Researchers use mica to form ultra-flat graphene sheets and show the material does not naturally ripple
US researchers have found a way to iron out graphene - sheets of carbon a single atom thick - by sticking them to flakes of mica. Rather than leaving ’ripples’ characteristic of graphene sheets, the technique produces ’ultra flat’ graphene which could be very useful for electrical applications.
’Free-standing graphene in its equilibrium state spontaneously forms ripples, which can affect its properties,’ says Tony Heinz, who led the research at Columbia University, New York, US. An important question to answer, he says, was whether this rippling occurred naturally, or was a result of being deposited on uneven surfaces.
’We wanted to know whether the propensity for rippling was so strong that even if you had an extremely flat surface you would still get ripples,’ Heinz explains. ’In this case, we found a surface that was flat enough to fully suppress the ripples.’
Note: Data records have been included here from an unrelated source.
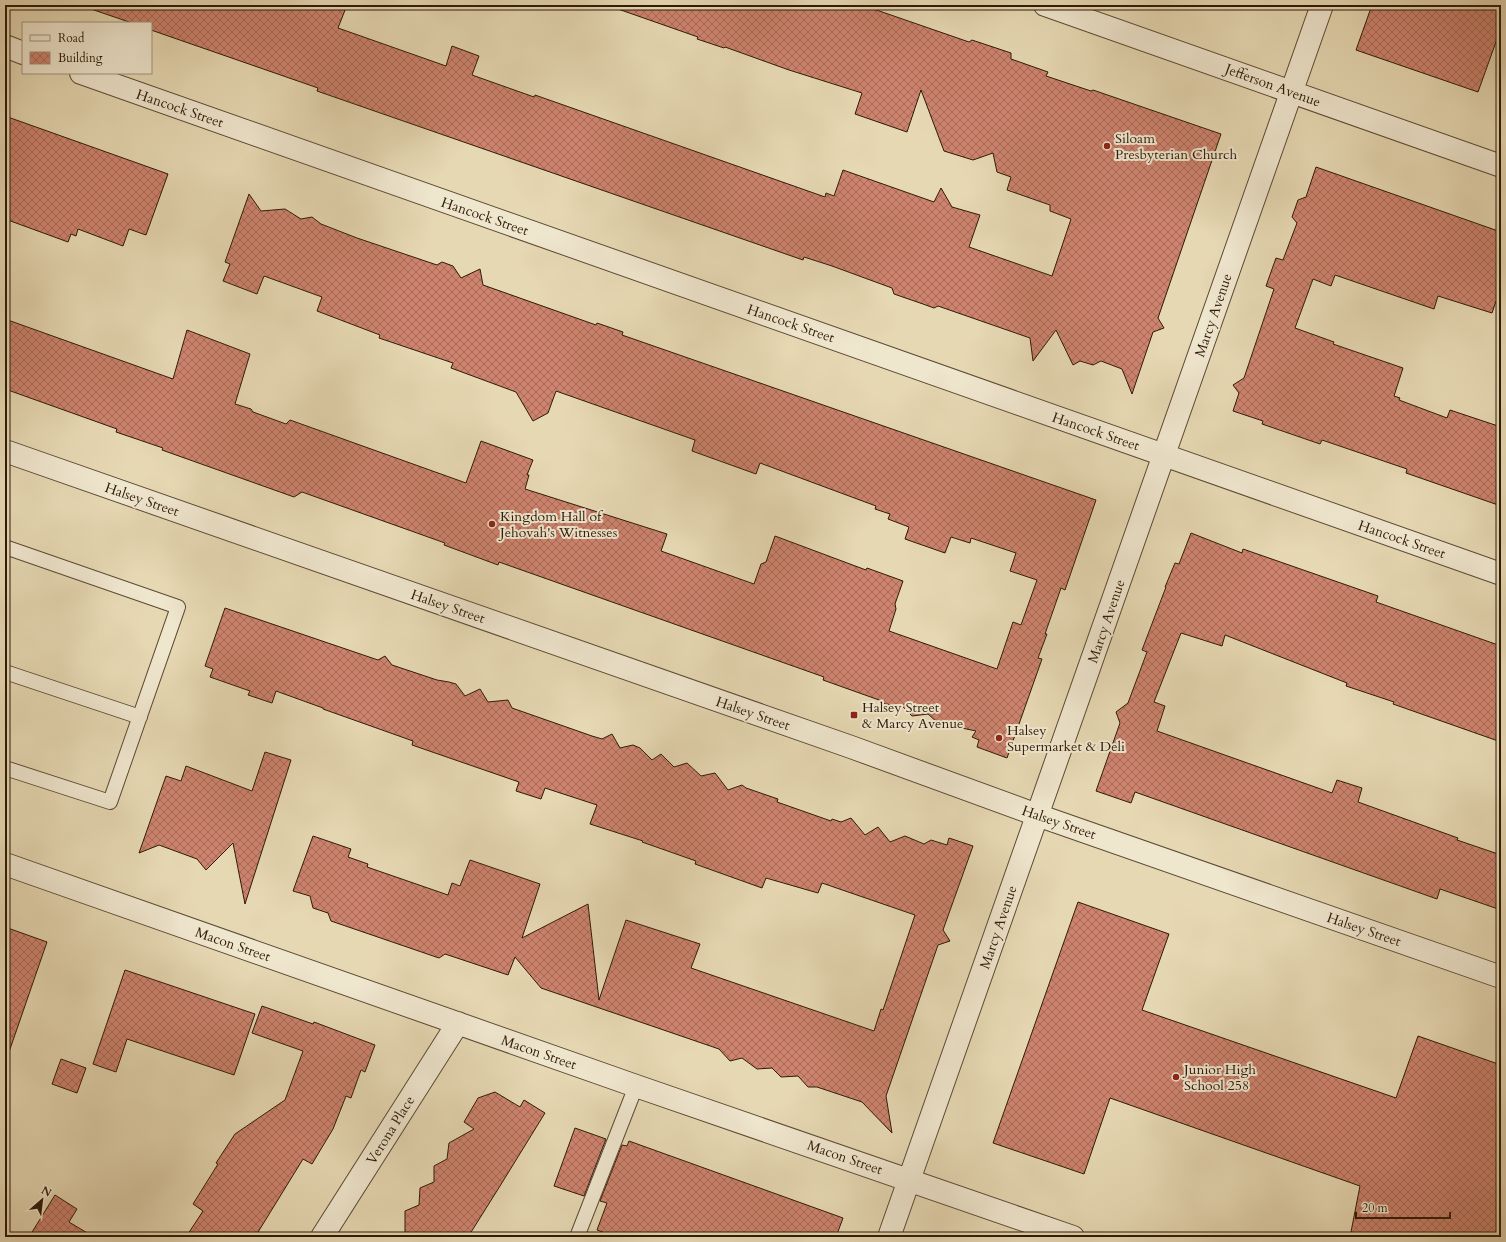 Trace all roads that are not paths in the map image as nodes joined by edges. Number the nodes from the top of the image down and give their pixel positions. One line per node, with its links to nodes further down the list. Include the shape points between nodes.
1 (1045, 5): 6 (street, Jefferson Avenue)
2 (1322, 5): 6 (street, Marcy Avenue)
3 (5, 46): 4 (street)
4 (22, 53)
5 (84, 74): 9 (street, Hancock Street)
6 (1292, 92): 7 (street, Jefferson Avenue); 9 (street, Marcy Avenue)
7 (1501, 166)
8 (5, 451): 15 (street, Halsey Street, via 828,739)
9 (1164, 455): 11 (street, Hancock Street); 15 (street, Marcy Avenue)
10 (5, 547): 13 (lane, via 178,607)
11 (1501, 574)
12 (5, 672): 13 (lane)
13 (140, 717): 14 (lane, via 110,802)
14 (5, 768)
15 (1037, 815): 17 (street, Halsey Street); 20 (street, Marcy Avenue)
16 (5, 864): 18 (street, Macon Street)
17 (1501, 977)
18 (458, 1023): 19 (street, Macon Street); 21 (street, Verona Place)
19 (636, 1086): 20 (street, Macon Street); 22 (lane)
20 (909, 1179): 23 (street, Marcy Avenue); 24 (street, Macon Street)
21 (322, 1237)
22 (577, 1237)
23 (889, 1237)
24 (1073, 1237) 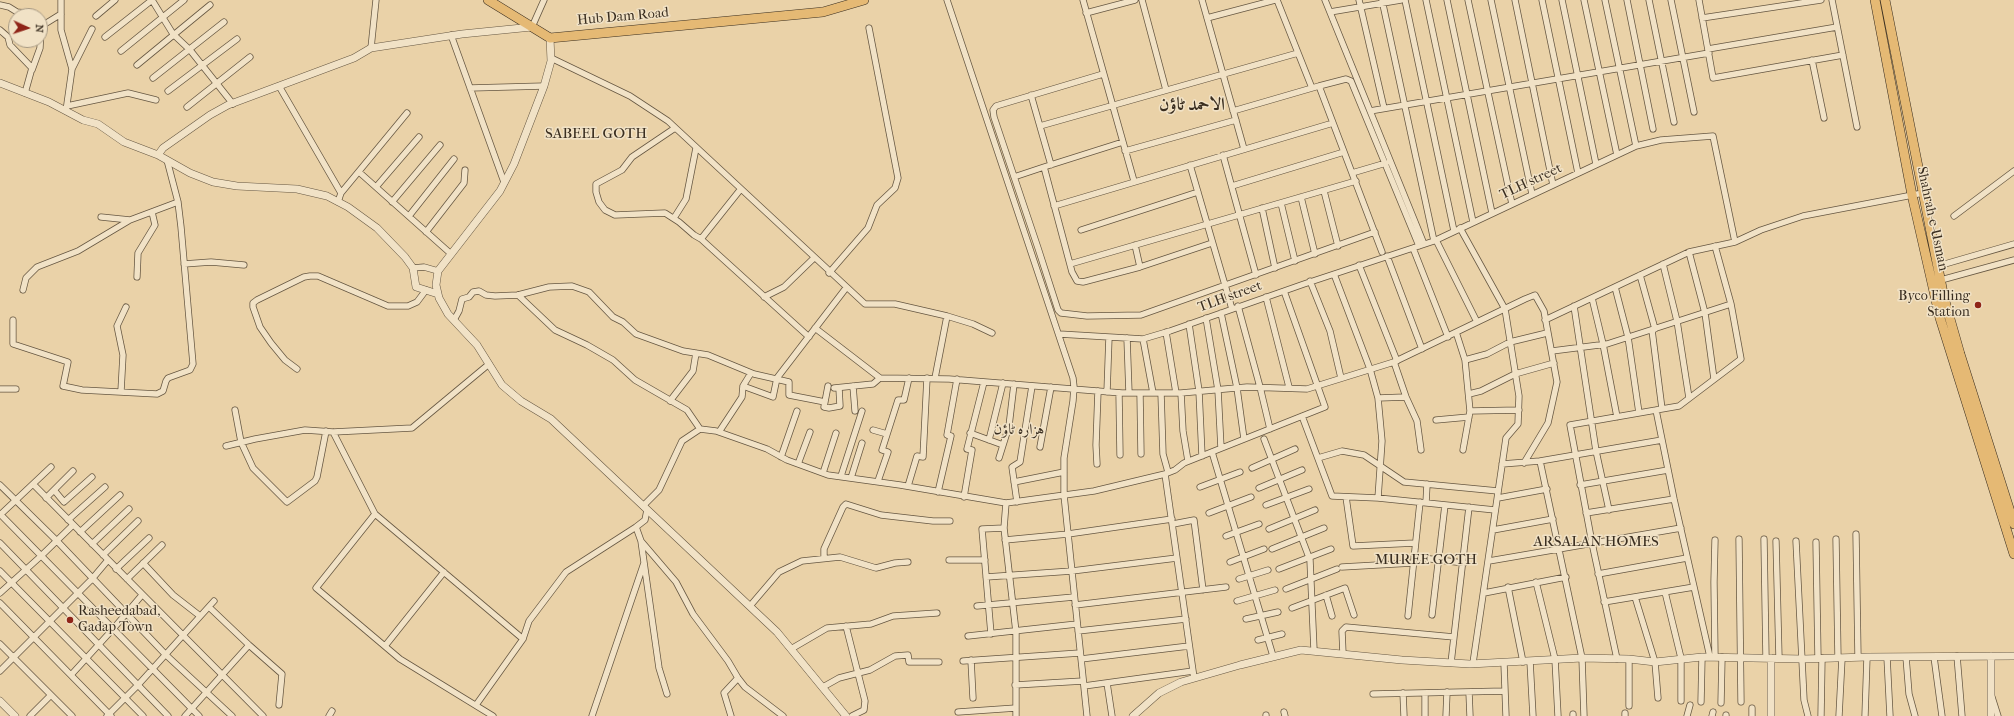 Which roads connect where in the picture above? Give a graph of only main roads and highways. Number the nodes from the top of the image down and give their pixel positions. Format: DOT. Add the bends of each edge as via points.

The chosen surface was a mica material, consisting of aluminosilicate layers linked by single layers of potassium ions. Sheet silicate materials are known for their ability to split perfectly down the potassium layer - leaving an atomically-smooth surface. The team looked at graphene sheets - freshly peeled from graphite onto the smooth mica surface - and found that the height variation across the graphene layer only changed by about one tenth of an ?ngstr?m.
’This study and work by others demonstrates that we can remove the pestering constraints of the ripples and be free to enjoy some of fascinating physics of a flat world of graphene,’ says Steven Louie at the University of California, Berkeley.
One example of the value of flat graphene is that it may have different chemical reactivity, Heinz says. Curvatures in the surface are more likely to encourage hydrogenation of the sheets, turning them into graphane. This can be seen in nanotubes and fullerenes, which are more susceptible to hydrogenation than graphene.
Un-rippled graphene may also have different electrical properties - but measurements of this will have to wait, as mica surfaces are insulating.
’This work represents the flattest exfoliated graphene ever made,’ says Walter de Heer, at the Georgia Institute of Technology, US. ’But the immediate value for making electrical measurements is not yet clear. The same kinds of electrical measurements cannot be made on mica, as when graphene is mounted on oxidised silicon wafers.’